Сын Иоха Фредерсена никогда не видел этого человека. Но как только белопламенное лицо открыло ему черные огни глаз, понял: это Дезертус, монах, враг его отца…
Может статься, Фредер задышал слишком громко. Черные огни метнулись к нему. Монах медленно встал. Не говоря ни слова, простер руку, указывая на дверь.
– Отчего ты гонишь меня прочь, Дезертус? – спросил Фредер. – Разве дом твоего Бога открыт не для всех?
– Ты пришел сюда в поисках Бога? – прохрипел горячечный голос монаха.
Фредер помедлил. Опустил голову.
– Нет, – признался он. Но сердце его знало лучше.
– Коли ты не ищешь Бога, тебе нечего здесь делать, – сказал монах.
И сын Иоха Фредерсена пошел прочь.
Из Собора юноша вышел, как в трансе. Свет дня резко хлестнул по глазам. Измученный усталостью, изнуренный печалью, Фредер спустился по ступенькам и зашагал куда глаза глядят.
Рев улицы перекрывал все, он больше ничего не слышал, будто надел водолазный шлем.
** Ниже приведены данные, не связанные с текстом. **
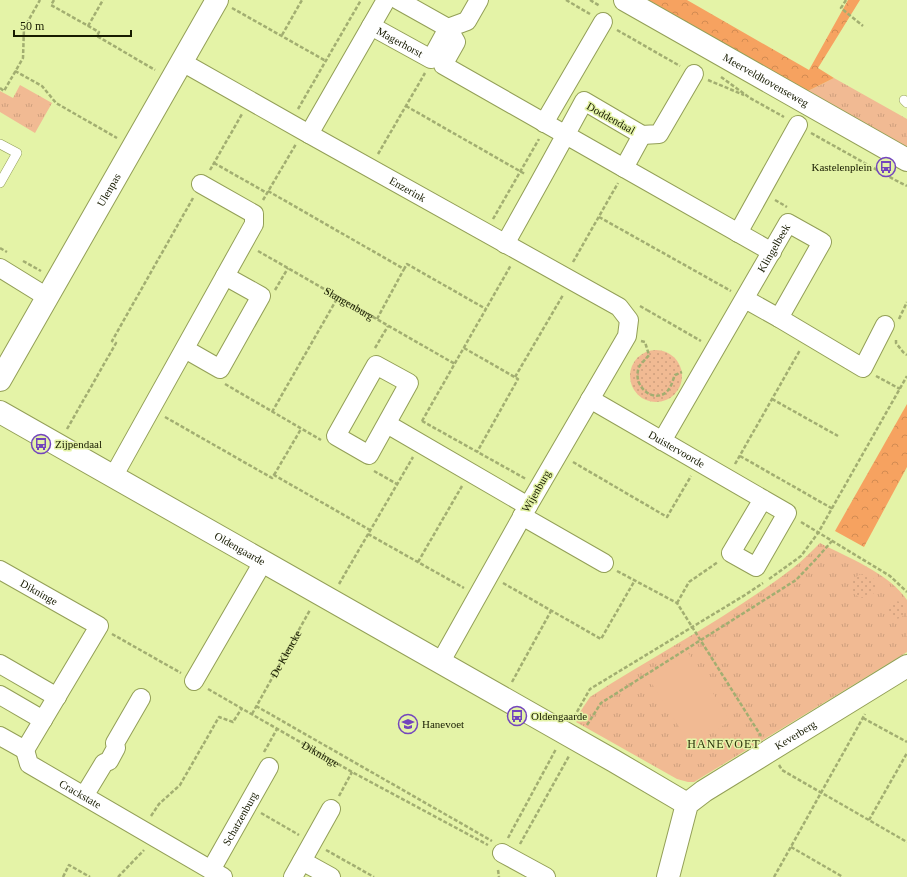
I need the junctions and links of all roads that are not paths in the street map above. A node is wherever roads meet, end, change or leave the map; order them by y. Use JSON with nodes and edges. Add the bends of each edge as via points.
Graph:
{"nodes":[{"id":1,"x":386,"y":0,"type":"edge"},
{"id":2,"x":398,"y":0,"type":"edge"},
{"id":3,"x":479,"y":0,"type":"edge"},
{"id":4,"x":625,"y":0,"type":"edge"},
{"id":5,"x":228,"y":6,"type":"edge"},
{"id":6,"x":603,"y":22,"type":"road end"},
{"id":7,"x":371,"y":26,"type":"junction"},
{"id":8,"x":448,"y":28,"type":"junction"},
{"id":9,"x":177,"y":71,"type":"junction"},
{"id":10,"x":694,"y":74,"type":"road end"},
{"id":11,"x":546,"y":124,"type":"junction"},
{"id":12,"x":798,"y":125,"type":"road end"},
{"id":13,"x":310,"y":129,"type":"junction"},
{"id":14,"x":566,"y":135,"type":"junction"},
{"id":15,"x":642,"y":135,"type":"junction"},
{"id":16,"x":0,"y":144,"type":"edge"},
{"id":17,"x":907,"y":160,"type":"edge"},
{"id":18,"x":625,"y":169,"type":"junction"},
{"id":19,"x":0,"y":183,"type":"edge"},
{"id":20,"x":201,"y":184,"type":"road end"},
{"id":21,"x":738,"y":233,"type":"junction"},
{"id":22,"x":512,"y":242,"type":"junction"},
{"id":23,"x":772,"y":252,"type":"junction"},
{"id":24,"x":0,"y":268,"type":"edge"},
{"id":25,"x":225,"y":276,"type":"junction"},
{"id":26,"x":47,"y":297,"type":"junction"},
{"id":27,"x":745,"y":299,"type":"junction"},
{"id":28,"x":779,"y":318,"type":"junction"},
{"id":29,"x":885,"y":324,"type":"dead end"},
{"id":30,"x":628,"y":328,"type":"joint"},
{"id":31,"x":184,"y":349,"type":"junction"},
{"id":32,"x":0,"y":380,"type":"edge"},
{"id":33,"x":590,"y":399,"type":"junction"},
{"id":34,"x":0,"y":412,"type":"edge"},
{"id":35,"x":387,"y":424,"type":"junction"},
{"id":36,"x":662,"y":441,"type":"junction"},
{"id":37,"x":113,"y":477,"type":"junction"},
{"id":38,"x":763,"y":499,"type":"junction"},
{"id":39,"x":525,"y":511,"type":"junction"},
{"id":40,"x":263,"y":562,"type":"junction"},
{"id":41,"x":604,"y":563,"type":"road end"},
{"id":42,"x":0,"y":570,"type":"edge"},
{"id":43,"x":440,"y":663,"type":"junction"},
{"id":44,"x":0,"y":664,"type":"edge"},
{"id":45,"x":907,"y":666,"type":"edge"},
{"id":46,"x":194,"y":681,"type":"road end"},
{"id":47,"x":0,"y":695,"type":"edge"},
{"id":48,"x":57,"y":697,"type":"junction"},
{"id":49,"x":141,"y":698,"type":"dead end"},
{"id":50,"x":43,"y":720,"type":"junction"},
{"id":51,"x":0,"y":736,"type":"edge"},
{"id":52,"x":25,"y":750,"type":"junction"},
{"id":53,"x":269,"y":767,"type":"road end"},
{"id":54,"x":84,"y":796,"type":"junction"},
{"id":55,"x":687,"y":804,"type":"junction"},
{"id":56,"x":331,"y":809,"type":"road end"},
{"id":57,"x":148,"y":834,"type":"joint"},
{"id":58,"x":508,"y":849,"type":"road end"},
{"id":59,"x":302,"y":861,"type":"junction"},
{"id":60,"x":217,"y":873,"type":"edge"},
{"id":61,"x":293,"y":877,"type":"edge"},
{"id":62,"x":331,"y":877,"type":"edge"},
{"id":63,"x":546,"y":877,"type":"edge"},
{"id":64,"x":668,"y":877,"type":"edge"}],
"edges":[{"from":1,"to":7,"type":"street","name":"Magerhorst"},
{"from":2,"to":8,"type":"street"},
{"from":3,"to":8,"type":"street","via":[[467,22]]},
{"from":4,"to":17,"type":"street","name":"Meerveldhovenseweg"},
{"from":5,"to":9,"type":"street","name":"Ulenpas"},
{"from":6,"to":11,"type":"street"},
{"from":7,"to":8,"type":"street","name":"Magerhorst","via":[[431,59]]},
{"from":7,"to":13,"type":"street","name":"Magerhorst"},
{"from":8,"to":11,"type":"street","via":[[456,42],[443,65]]},
{"from":9,"to":13,"type":"street","name":"Enzerink"},
{"from":9,"to":26,"type":"street","name":"Ulenpas"},
{"from":10,"to":15,"type":"street","via":[[658,134]]},
{"from":11,"to":14,"type":"street"},
{"from":12,"to":21,"type":"street"},
{"from":13,"to":22,"type":"street","name":"Enzerink"},
{"from":14,"to":15,"type":"street","name":"Doddendaal","via":[[584,101]]},
{"from":14,"to":18,"type":"street"},
{"from":14,"to":22,"type":"street","name":"Doddendaal","via":[[540,182]]},
{"from":15,"to":18,"type":"street","name":"Doddendaal"},
{"from":16,"to":19,"type":"lane","via":[[17,153]]},
{"from":18,"to":21,"type":"street"},
{"from":20,"to":25,"type":"street","via":[[254,214],[254,224]]},
{"from":21,"to":23,"type":"street"},
{"from":22,"to":30,"type":"street","name":"Enzerink","via":[[568,279],[619,307]]},
{"from":23,"to":27,"type":"street","name":"Klingelbeek"},
{"from":23,"to":28,"type":"street","name":"Klingelbeek","via":[[788,223],[822,242]]},
{"from":24,"to":26,"type":"street"},
{"from":25,"to":31,"type":"street"},
{"from":25,"to":31,"type":"street","via":[[261,296],[220,369]]},
{"from":26,"to":32,"type":"street","name":"Ulenpas"},
{"from":27,"to":28,"type":"street"},
{"from":27,"to":36,"type":"street","name":"Klingelbeek"},
{"from":28,"to":29,"type":"street","via":[[863,368]]},
{"from":30,"to":33,"type":"street","name":"Wijenburg"},
{"from":31,"to":37,"type":"street"},
{"from":33,"to":36,"type":"street","name":"Duistervoorde"},
{"from":33,"to":39,"type":"street","name":"Wijenburg"},
{"from":34,"to":37,"type":"street","name":"Oldengaarde"},
{"from":35,"to":35,"type":"street","via":[[409,383],[376,365],[336,436],[370,455]]},
{"from":35,"to":39,"type":"street","via":[[468,471]]},
{"from":36,"to":38,"type":"street","name":"Duistervoorde"},
{"from":37,"to":40,"type":"street","name":"Oldengaarde"},
{"from":38,"to":38,"type":"street","name":"Duistervoorde","via":[[731,553],[756,567],[788,513]]},
{"from":39,"to":41,"type":"street"},
{"from":39,"to":43,"type":"street","name":"Wijenburg"},
{"from":40,"to":43,"type":"street","name":"Oldengaarde","via":[[333,589]]},
{"from":40,"to":46,"type":"street"},
{"from":42,"to":48,"type":"street","name":"Dikninge","via":[[99,626]]},
{"from":43,"to":55,"type":"street","name":"Oldengaarde"},
{"from":44,"to":48,"type":"street"},
{"from":45,"to":55,"type":"street","name":"Keverberg"},
{"from":47,"to":50,"type":"street"},
{"from":48,"to":50,"type":"street"},
{"from":49,"to":54,"type":"street","via":[[115,743],[116,748],[109,761],[104,763]]},
{"from":50,"to":52,"type":"street"},
{"from":51,"to":52,"type":"street"},
{"from":52,"to":54,"type":"street","name":"Crackstate","via":[[28,764]]},
{"from":53,"to":60,"type":"street","name":"Schatzenburg","via":[[247,805]]},
{"from":54,"to":57,"type":"street","name":"Crackstate"},
{"from":55,"to":64,"type":"street"},
{"from":56,"to":59,"type":"street"},
{"from":57,"to":60,"type":"street","name":"Schatzenburg"},
{"from":58,"to":63,"type":"street"},
{"from":59,"to":61,"type":"street"},
{"from":59,"to":62,"type":"street"}]}
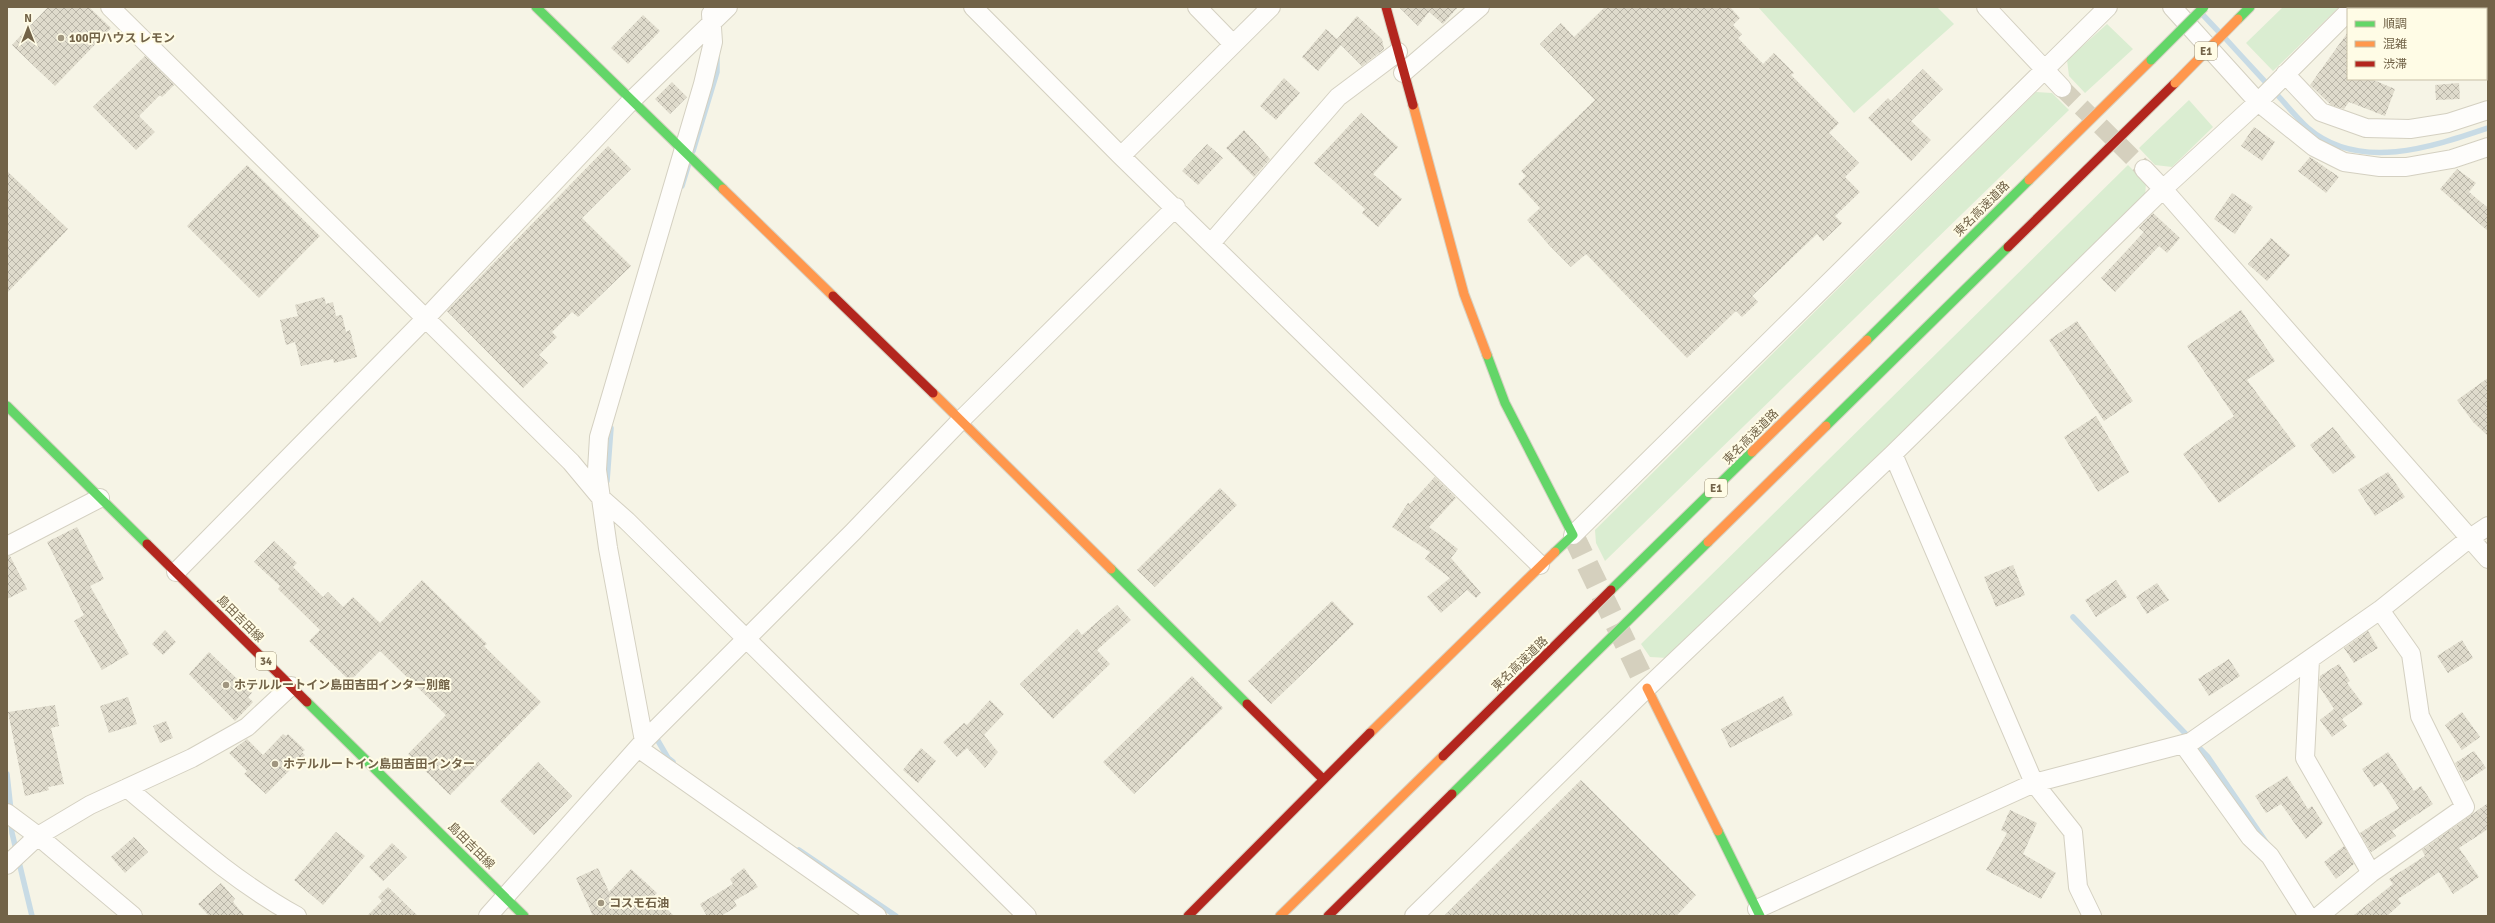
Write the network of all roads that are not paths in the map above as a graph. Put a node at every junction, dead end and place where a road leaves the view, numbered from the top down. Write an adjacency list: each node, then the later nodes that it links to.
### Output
1 (110, 7): 32 (street)
2 (536, 7): 23 (main road)
3 (728, 7): 15 (street)
4 (973, 7): 27 (street)
5 (1197, 7): 16 (street)
6 (1271, 7): 16 (street)
7 (1386, 7): 17 (main road)
8 (1480, 7): 19 (street)
9 (1986, 7): 18 (street)
10 (2108, 7): 18 (street)
11 (2172, 7): 22 (street)
12 (2204, 7): 69 (main road, 東名高速道路 / E1, bridge)
13 (2250, 7): 70 (main road, E1, bridge)
14 (2347, 13): 20 (street)
15 (712, 17): 23 (street); 26 (street)
16 (1234, 44): 27 (street)
17 (1398, 52): 19 (main road); 31 (street)
18 (2043, 69): 21 (street); 39 (street)
19 (1403, 73): 39 (main road)
20 (2283, 77): 22 (street); 24 (street)
21 (2062, 88)
22 (2261, 100): 25 (street); 29 (street)
23 (631, 101): 26 (main road); 32 (street)
24 (2488, 110)
25 (2488, 147)
26 (684, 152): 34 (main road); 37 (street)
27 (1121, 156): 30 (street)
28 (2144, 169): 29 (street)
29 (2163, 189): 35 (street); 40 (street)
30 (1176, 207): 31 (street); 34 (street)
31 (1212, 242): 43 (street)
32 (426, 318): 37 (street); 44 (street)
33 (7, 406): 36 (main road, 島田吉田線 / 34)
34 (961, 420): 46 (street); 52 (main road)
35 (1893, 454): 49 (street); 53 (street)
36 (100, 498): 41 (street); 44 (main road, 島田吉田線 / 34)
37 (602, 498): 46 (street); 51 (street)
38 (2488, 526): 40 (street)
39 (1573, 535): 43 (main road)
40 (2470, 538): 42 (street); 45 (street)
41 (7, 546)
42 (2488, 559)
43 (1540, 565): 52 (main road)
44 (176, 572): 48 (main road, 島田吉田線 / 34)
45 (2380, 610): 47 (street); 58 (street)
46 (746, 640): 51 (street); 67 (street)
47 (2310, 660): 50 (street); 58 (street)
48 (291, 686): 54 (street); 59 (main road, 島田吉田線 / 34)
49 (1646, 688): 60 (main road); 71 (street)
50 (2192, 740): 53 (street); 73 (street)
51 (642, 743): 59 (street); 66 (street)
52 (1323, 779): 68 (main road)
53 (2034, 783): 60 (street); 72 (street)
54 (127, 788): 56 (street); 63 (street)
55 (7, 813): 56 (street)
56 (32, 841): 57 (street); 62 (street)
57 (7, 865)
58 (2371, 872): 61 (street)
59 (506, 898): 64 (street); 65 (main road, 島田吉田線 / 34)
60 (1758, 912)
61 (2322, 913)
62 (133, 916)
63 (297, 916)
64 (488, 916)
65 (524, 916)
66 (877, 916)
67 (1027, 916)
68 (1188, 916)
69 (1280, 916)
70 (1329, 916)
71 (1414, 916)
72 (2092, 916)
73 (2308, 916)

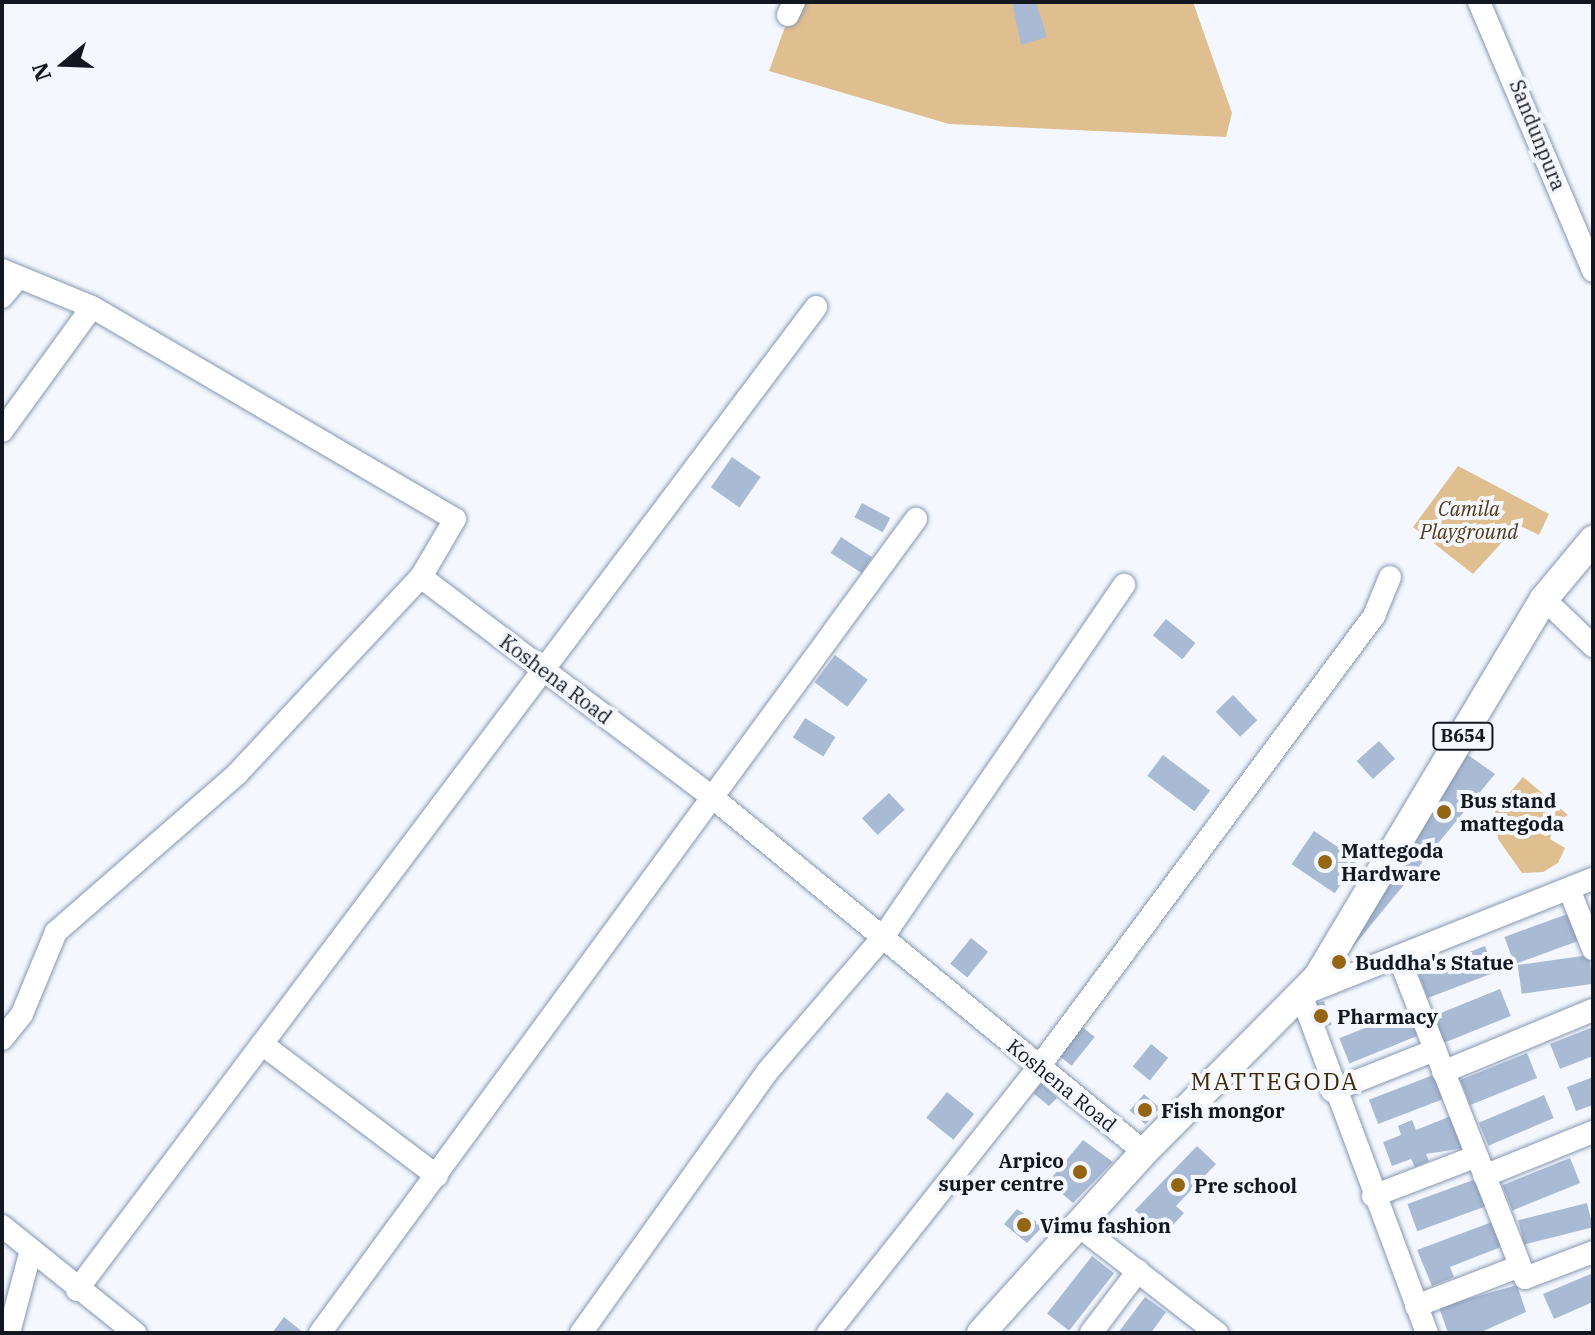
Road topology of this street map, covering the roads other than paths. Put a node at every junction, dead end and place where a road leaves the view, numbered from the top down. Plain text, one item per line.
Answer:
1 (1479, 2) edge
2 (1593, 271) edge
3 (10, 274) edge
4 (2, 297) edge
5 (92, 307) junction
6 (816, 307) dead end
7 (2, 431) edge
8 (916, 519) dead end
9 (1593, 540) edge
10 (421, 577) junction
11 (1390, 577) dead end
12 (1124, 585) dead end
13 (1544, 599) junction
14 (1593, 646) edge
15 (544, 670) junction
16 (712, 797) junction
17 (1593, 879) edge
18 (1569, 889) junction
19 (883, 937) junction
20 (1593, 949) edge
21 (1399, 958) junction
22 (1301, 995) junction
23 (1593, 1010) edge
24 (2, 1039) edge
25 (262, 1044) junction
26 (1435, 1050) junction
27 (1039, 1067) junction
28 (1443, 1072) junction
29 (1332, 1091) junction
30 (1593, 1132) edge
31 (1144, 1152) junction
32 (1481, 1166) junction
33 (437, 1176) junction
34 (1373, 1196) junction
35 (2, 1226) edge
36 (1079, 1226) junction
37 (31, 1250) junction
38 (1593, 1252) edge
39 (1520, 1266) junction
40 (1138, 1271) junction
41 (77, 1290) junction
42 (1416, 1306) junction
43 (9, 1333) edge
44 (135, 1333) edge
45 (320, 1333) edge
46 (581, 1333) edge
47 (828, 1333) edge
48 (981, 1333) edge
49 (1091, 1333) edge
50 (1217, 1333) edge
51 (1427, 1333) edge

1 - 2 street, Sandunpura
3 - 4 street
3 - 5 street
5 - 7 street
5 - 10 street
6 - 15 street
8 - 16 street
9 - 13 main road, B654
10 - 15 street, Koshena Road
10 - 24 street
11 - 27 street
12 - 19 street
13 - 14 street
13 - 22 main road, B654
15 - 16 street, Koshena Road
15 - 25 street
16 - 19 street, Koshena Road
16 - 33 street
17 - 18 street
18 - 20 street
18 - 21 street
19 - 27 street, Koshena Road
19 - 46 street
21 - 22 street
21 - 26 street
22 - 29 street
22 - 31 main road, B654
23 - 28 street
25 - 33 street
25 - 41 street
26 - 28 street
26 - 29 street
27 - 31 street, Koshena Road
27 - 47 street
28 - 32 street
29 - 34 street
30 - 32 street
31 - 36 main road, B654
32 - 34 street
32 - 39 street
33 - 45 street
34 - 42 street
35 - 37 street
36 - 40 street
36 - 48 main road, B654
37 - 41 street
37 - 43 street
38 - 39 street
39 - 42 street
40 - 49 street
40 - 50 street
41 - 44 street
42 - 51 street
Он шел оглохший, словно меж толстыми стеклянными стенами. Мыслей нет, кроме одной, кроме имени любимой, чувств тоже нет, кроме тоски по ней. Зябко ежась от усталости, он думал о глазах и губах девушки с ощущением, очень похожим на блаженство.
Ах, щека к щеке с нею… уста к устам… закрытые глаза… дыхание…
Мирный покой… покой…
«Приди, – твердило сердце. – Отчего ты бросаешь меня в одиночестве?»
Фредер шел в потоке людей, борясь с нелепым желанием остановиться посреди потока и спрашивать у каждой волны, то бишь у каждого человека, не знает ли он, где Мария и почему она заставила его ждать понапрасну.
Он подошел к дому мага. Остановился.
Не мог оторвать глаз от одного из окон.
Он сошел с ума?
Там, за мутными стеклами, стояла Мария. Ее лицо, ее приоткрытый рот. Ее благословенные руки, протянутые к нему, безмолвный крик: «Помоги мне!»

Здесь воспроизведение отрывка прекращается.